As a Rangers fan, it had initially frustrated me that the Rangers had not been more aggressive this off-season in pursuing relievers. It's such a glaring weakness. Chris Young and the front office have also shown themselves to be aggressive in the last few years in building the Rangers talent and improving weaknesses on the roster. They spent half a billion dollars on elite hitting and fielding with Corey Seager and Marcus Semien, and another $275 million between DeGrom, Eovaldi, and Jon Gray to greatly improve the quality of starting pitching. So naturally, I figured they would spend and get a big name reliever or two to greatly improve the outlook of the bullpen going into 2024.
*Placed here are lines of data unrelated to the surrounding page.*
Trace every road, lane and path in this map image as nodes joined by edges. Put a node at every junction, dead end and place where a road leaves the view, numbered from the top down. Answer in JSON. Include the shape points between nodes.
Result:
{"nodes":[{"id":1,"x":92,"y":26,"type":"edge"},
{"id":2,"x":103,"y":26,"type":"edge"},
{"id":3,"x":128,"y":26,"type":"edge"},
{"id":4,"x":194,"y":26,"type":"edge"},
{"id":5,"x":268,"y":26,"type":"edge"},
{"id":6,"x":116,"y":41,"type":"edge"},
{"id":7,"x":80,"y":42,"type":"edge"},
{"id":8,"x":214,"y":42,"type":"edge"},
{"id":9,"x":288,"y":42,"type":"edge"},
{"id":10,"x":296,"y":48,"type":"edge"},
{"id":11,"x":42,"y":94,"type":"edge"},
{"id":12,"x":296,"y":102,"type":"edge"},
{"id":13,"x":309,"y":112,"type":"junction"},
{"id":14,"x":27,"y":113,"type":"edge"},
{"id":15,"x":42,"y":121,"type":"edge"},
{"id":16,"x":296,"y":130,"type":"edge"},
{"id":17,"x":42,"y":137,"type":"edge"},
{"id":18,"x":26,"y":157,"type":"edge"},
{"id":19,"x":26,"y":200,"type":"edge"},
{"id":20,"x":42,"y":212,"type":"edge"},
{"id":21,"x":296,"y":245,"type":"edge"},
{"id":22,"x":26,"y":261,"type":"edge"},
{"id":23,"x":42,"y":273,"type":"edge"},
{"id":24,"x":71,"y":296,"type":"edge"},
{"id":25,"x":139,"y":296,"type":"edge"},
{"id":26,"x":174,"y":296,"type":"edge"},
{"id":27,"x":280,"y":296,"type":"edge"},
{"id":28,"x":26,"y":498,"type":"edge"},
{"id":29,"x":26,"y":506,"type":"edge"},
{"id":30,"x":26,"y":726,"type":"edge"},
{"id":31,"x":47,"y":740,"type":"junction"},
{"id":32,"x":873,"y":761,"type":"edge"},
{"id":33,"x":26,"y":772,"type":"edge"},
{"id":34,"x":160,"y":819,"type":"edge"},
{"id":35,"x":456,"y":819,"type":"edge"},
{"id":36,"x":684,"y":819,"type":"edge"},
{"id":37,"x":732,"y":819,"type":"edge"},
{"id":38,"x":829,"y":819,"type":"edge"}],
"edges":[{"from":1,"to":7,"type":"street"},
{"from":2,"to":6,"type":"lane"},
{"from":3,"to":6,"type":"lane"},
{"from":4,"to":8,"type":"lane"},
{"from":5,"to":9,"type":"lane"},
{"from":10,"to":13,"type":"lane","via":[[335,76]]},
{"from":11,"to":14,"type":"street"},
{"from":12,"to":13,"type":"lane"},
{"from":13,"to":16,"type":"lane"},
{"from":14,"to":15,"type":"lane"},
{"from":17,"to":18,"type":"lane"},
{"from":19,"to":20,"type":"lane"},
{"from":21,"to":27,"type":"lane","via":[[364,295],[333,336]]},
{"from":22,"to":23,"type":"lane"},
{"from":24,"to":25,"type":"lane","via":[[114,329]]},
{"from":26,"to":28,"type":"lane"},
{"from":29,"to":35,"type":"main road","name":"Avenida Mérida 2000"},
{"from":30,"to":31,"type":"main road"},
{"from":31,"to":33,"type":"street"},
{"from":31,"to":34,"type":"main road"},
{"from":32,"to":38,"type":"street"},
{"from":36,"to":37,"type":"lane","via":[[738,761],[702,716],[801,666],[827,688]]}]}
But here we sit on January 24th and two guys many would have loved the Rangers to target in Josh Hader and Robert Stephenson, are division rivals instead of Rangers. Jordan Hicks is being converted back to a starter in San Francisco. The market for big time relievers has run dry. The Rangers missing out on all three of those guys likely has at least something to do with Bally's issues. Their bankruptcy and the unknowns surrounding the Rangers revenue and where games will be broadcast in 2024 have certainly tightened the front office's pockets. But then again, maybe the front office never intended to spend anyways.